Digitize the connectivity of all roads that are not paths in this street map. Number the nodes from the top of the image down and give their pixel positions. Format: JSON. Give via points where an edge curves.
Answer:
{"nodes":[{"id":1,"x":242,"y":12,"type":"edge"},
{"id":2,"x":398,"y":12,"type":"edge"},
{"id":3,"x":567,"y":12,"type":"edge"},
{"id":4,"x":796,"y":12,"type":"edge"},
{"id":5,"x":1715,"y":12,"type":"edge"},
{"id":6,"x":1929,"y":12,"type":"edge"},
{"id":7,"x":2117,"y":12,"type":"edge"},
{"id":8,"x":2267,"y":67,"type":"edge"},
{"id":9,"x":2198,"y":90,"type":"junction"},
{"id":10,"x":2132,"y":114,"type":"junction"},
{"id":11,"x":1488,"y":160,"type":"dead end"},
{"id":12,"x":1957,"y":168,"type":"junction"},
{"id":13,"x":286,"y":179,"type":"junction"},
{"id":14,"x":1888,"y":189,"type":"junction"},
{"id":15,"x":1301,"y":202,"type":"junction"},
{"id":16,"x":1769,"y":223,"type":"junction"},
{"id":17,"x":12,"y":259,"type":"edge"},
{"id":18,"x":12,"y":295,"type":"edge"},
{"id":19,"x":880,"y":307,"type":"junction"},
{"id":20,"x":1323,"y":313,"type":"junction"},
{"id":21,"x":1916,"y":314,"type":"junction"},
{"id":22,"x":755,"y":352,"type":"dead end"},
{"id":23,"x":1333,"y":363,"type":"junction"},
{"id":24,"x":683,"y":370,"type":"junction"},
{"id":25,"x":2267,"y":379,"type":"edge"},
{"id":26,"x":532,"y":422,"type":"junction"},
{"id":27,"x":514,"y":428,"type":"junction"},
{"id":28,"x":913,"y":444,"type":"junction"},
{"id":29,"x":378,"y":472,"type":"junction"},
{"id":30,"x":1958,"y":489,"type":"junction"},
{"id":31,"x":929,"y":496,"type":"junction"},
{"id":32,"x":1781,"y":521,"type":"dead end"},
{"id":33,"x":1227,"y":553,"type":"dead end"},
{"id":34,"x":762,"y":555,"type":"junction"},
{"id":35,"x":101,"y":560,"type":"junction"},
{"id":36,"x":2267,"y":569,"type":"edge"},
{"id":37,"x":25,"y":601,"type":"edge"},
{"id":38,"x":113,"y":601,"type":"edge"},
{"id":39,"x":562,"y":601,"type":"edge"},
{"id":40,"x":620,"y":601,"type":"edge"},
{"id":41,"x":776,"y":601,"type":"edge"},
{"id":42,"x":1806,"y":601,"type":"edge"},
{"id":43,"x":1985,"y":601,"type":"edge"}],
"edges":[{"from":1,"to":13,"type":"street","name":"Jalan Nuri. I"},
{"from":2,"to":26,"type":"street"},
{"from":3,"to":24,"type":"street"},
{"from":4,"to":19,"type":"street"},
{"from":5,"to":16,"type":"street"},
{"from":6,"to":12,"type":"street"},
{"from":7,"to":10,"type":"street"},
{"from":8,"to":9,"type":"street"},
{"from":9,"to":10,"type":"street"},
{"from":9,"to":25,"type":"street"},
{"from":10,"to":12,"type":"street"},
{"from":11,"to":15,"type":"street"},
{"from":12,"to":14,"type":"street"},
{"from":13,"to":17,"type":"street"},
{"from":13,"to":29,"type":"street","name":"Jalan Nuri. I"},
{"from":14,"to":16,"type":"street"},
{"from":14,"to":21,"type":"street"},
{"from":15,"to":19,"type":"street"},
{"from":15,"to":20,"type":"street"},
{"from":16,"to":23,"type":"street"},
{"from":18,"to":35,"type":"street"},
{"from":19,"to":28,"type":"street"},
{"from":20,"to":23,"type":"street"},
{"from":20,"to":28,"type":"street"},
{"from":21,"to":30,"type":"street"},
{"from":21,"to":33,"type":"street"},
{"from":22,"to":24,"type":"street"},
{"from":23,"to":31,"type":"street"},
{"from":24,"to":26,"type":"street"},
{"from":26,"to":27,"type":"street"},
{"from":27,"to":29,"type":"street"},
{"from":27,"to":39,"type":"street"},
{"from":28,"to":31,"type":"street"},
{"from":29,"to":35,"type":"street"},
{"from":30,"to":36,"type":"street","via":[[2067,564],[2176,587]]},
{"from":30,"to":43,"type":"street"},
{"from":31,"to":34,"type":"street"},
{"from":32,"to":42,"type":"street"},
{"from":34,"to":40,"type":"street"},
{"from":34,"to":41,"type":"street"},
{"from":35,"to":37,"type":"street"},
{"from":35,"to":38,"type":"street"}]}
____________
Directions for this task
An exact copy of all the records above is needed.

Output
Digitize the connectivity of all roads that are not paths in this street map. Number the nodes from the top of the image down and give their pixel positions. Format: JSON. Give via points where an edge curves.
Answer:
{"nodes":[{"id":1,"x":242,"y":12,"type":"edge"},
{"id":2,"x":398,"y":12,"type":"edge"},
{"id":3,"x":567,"y":12,"type":"edge"},
{"id":4,"x":796,"y":12,"type":"edge"},
{"id":5,"x":1715,"y":12,"type":"edge"},
{"id":6,"x":1929,"y":12,"type":"edge"},
{"id":7,"x":2117,"y":12,"type":"edge"},
{"id":8,"x":2267,"y":67,"type":"edge"},
{"id":9,"x":2198,"y":90,"type":"junction"},
{"id":10,"x":2132,"y":114,"type":"junction"},
{"id":11,"x":1488,"y":160,"type":"dead end"},
{"id":12,"x":1957,"y":168,"type":"junction"},
{"id":13,"x":286,"y":179,"type":"junction"},
{"id":14,"x":1888,"y":189,"type":"junction"},
{"id":15,"x":1301,"y":202,"type":"junction"},
{"id":16,"x":1769,"y":223,"type":"junction"},
{"id":17,"x":12,"y":259,"type":"edge"},
{"id":18,"x":12,"y":295,"type":"edge"},
{"id":19,"x":880,"y":307,"type":"junction"},
{"id":20,"x":1323,"y":313,"type":"junction"},
{"id":21,"x":1916,"y":314,"type":"junction"},
{"id":22,"x":755,"y":352,"type":"dead end"},
{"id":23,"x":1333,"y":363,"type":"junction"},
{"id":24,"x":683,"y":370,"type":"junction"},
{"id":25,"x":2267,"y":379,"type":"edge"},
{"id":26,"x":532,"y":422,"type":"junction"},
{"id":27,"x":514,"y":428,"type":"junction"},
{"id":28,"x":913,"y":444,"type":"junction"},
{"id":29,"x":378,"y":472,"type":"junction"},
{"id":30,"x":1958,"y":489,"type":"junction"},
{"id":31,"x":929,"y":496,"type":"junction"},
{"id":32,"x":1781,"y":521,"type":"dead end"},
{"id":33,"x":1227,"y":553,"type":"dead end"},
{"id":34,"x":762,"y":555,"type":"junction"},
{"id":35,"x":101,"y":560,"type":"junction"},
{"id":36,"x":2267,"y":569,"type":"edge"},
{"id":37,"x":25,"y":601,"type":"edge"},
{"id":38,"x":113,"y":601,"type":"edge"},
{"id":39,"x":562,"y":601,"type":"edge"},
{"id":40,"x":620,"y":601,"type":"edge"},
{"id":41,"x":776,"y":601,"type":"edge"},
{"id":42,"x":1806,"y":601,"type":"edge"},
{"id":43,"x":1985,"y":601,"type":"edge"}],
"edges":[{"from":1,"to":13,"type":"street","name":"Jalan Nuri. I"},
{"from":2,"to":26,"type":"street"},
{"from":3,"to":24,"type":"street"},
{"from":4,"to":19,"type":"street"},
{"from":5,"to":16,"type":"street"},
{"from":6,"to":12,"type":"street"},
{"from":7,"to":10,"type":"street"},
{"from":8,"to":9,"type":"street"},
{"from":9,"to":10,"type":"street"},
{"from":9,"to":25,"type":"street"},
{"from":10,"to":12,"type":"street"},
{"from":11,"to":15,"type":"street"},
{"from":12,"to":14,"type":"street"},
{"from":13,"to":17,"type":"street"},
{"from":13,"to":29,"type":"street","name":"Jalan Nuri. I"},
{"from":14,"to":16,"type":"street"},
{"from":14,"to":21,"type":"street"},
{"from":15,"to":19,"type":"street"},
{"from":15,"to":20,"type":"street"},
{"from":16,"to":23,"type":"street"},
{"from":18,"to":35,"type":"street"},
{"from":19,"to":28,"type":"street"},
{"from":20,"to":23,"type":"street"},
{"from":20,"to":28,"type":"street"},
{"from":21,"to":30,"type":"street"},
{"from":21,"to":33,"type":"street"},
{"from":22,"to":24,"type":"street"},
{"from":23,"to":31,"type":"street"},
{"from":24,"to":26,"type":"street"},
{"from":26,"to":27,"type":"street"},
{"from":27,"to":29,"type":"street"},
{"from":27,"to":39,"type":"street"},
{"from":28,"to":31,"type":"street"},
{"from":29,"to":35,"type":"street"},
{"from":30,"to":36,"type":"street","via":[[2067,564],[2176,587]]},
{"from":30,"to":43,"type":"street"},
{"from":31,"to":34,"type":"street"},
{"from":32,"to":42,"type":"street"},
{"from":34,"to":40,"type":"street"},
{"from":34,"to":41,"type":"street"},
{"from":35,"to":37,"type":"street"},
{"from":35,"to":38,"type":"street"}]}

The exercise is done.